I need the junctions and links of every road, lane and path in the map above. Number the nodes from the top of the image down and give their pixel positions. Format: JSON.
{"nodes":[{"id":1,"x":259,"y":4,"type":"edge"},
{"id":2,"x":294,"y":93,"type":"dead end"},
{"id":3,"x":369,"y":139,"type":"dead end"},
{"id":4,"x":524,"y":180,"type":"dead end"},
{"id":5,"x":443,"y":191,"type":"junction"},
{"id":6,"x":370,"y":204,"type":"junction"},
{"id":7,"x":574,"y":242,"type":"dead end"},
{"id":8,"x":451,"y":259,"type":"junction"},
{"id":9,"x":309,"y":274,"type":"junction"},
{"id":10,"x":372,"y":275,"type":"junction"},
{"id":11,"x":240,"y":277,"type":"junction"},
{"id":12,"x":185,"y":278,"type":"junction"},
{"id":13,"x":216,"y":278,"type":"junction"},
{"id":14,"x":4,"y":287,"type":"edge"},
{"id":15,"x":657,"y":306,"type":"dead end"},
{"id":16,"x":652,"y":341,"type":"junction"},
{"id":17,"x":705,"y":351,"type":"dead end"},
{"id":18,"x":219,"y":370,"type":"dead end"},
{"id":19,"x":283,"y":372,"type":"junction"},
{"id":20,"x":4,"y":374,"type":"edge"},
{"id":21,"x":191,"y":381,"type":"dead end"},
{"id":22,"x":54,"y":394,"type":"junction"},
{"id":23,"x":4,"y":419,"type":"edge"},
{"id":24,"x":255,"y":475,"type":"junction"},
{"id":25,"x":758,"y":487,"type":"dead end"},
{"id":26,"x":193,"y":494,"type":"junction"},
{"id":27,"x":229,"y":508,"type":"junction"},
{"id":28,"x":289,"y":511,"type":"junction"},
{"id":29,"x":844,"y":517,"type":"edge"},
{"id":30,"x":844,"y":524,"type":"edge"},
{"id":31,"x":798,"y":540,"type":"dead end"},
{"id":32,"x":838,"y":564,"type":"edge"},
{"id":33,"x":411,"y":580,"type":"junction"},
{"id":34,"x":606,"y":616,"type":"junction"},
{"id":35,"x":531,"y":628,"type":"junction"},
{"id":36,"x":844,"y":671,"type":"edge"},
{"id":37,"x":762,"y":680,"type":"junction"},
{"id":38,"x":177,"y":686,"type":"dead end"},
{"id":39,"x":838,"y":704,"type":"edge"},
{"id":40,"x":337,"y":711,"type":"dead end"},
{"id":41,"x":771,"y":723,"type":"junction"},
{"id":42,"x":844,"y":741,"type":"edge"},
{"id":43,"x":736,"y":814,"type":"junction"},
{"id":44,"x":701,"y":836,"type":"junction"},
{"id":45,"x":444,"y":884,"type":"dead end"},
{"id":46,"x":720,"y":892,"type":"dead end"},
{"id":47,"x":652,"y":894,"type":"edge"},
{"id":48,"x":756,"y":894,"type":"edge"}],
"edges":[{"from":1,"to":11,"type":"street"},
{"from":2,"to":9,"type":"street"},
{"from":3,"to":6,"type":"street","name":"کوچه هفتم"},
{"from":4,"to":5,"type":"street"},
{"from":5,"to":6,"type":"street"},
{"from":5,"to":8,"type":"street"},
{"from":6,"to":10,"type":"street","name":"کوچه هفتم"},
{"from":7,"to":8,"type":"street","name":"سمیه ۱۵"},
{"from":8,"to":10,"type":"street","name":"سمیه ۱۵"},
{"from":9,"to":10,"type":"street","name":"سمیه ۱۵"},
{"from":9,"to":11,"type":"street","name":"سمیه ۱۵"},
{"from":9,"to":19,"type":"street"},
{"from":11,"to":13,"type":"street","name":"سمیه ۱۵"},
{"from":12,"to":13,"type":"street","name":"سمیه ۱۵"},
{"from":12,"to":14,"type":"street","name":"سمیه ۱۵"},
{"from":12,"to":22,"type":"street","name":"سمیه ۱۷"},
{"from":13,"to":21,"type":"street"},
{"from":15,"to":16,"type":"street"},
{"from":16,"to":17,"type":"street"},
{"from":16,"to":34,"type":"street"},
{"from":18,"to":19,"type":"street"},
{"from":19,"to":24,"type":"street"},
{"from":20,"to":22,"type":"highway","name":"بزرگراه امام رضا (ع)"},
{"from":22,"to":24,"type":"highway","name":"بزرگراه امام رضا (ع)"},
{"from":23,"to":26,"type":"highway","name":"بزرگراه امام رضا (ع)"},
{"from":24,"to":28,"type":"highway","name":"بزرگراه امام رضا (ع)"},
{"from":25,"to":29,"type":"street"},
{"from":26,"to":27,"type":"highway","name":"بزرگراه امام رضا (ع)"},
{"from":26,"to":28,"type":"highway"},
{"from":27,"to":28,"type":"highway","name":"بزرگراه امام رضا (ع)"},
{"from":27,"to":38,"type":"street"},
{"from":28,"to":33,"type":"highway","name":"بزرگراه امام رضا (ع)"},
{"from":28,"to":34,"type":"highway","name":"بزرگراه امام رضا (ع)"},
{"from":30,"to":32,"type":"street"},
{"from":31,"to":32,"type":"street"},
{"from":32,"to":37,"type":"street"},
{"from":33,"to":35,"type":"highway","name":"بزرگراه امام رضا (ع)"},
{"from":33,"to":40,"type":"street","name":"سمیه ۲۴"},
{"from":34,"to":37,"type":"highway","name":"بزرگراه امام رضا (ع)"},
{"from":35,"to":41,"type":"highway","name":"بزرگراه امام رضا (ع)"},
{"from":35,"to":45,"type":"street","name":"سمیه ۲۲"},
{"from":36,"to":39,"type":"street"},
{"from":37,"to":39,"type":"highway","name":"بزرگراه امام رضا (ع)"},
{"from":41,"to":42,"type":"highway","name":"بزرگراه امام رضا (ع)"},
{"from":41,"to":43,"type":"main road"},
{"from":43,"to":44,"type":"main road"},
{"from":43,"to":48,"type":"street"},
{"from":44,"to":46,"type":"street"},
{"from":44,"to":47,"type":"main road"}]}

■ ■ ■ ■ ■

● **THE PROBLEM**: Pull each line holding "هفتم" out of the listing.

● **TASK SOLUTION**:
{"from":3,"to":6,"type":"street","name":"کوچه هفتم"},
{"from":6,"to":10,"type":"street","name":"کوچه هفتم"},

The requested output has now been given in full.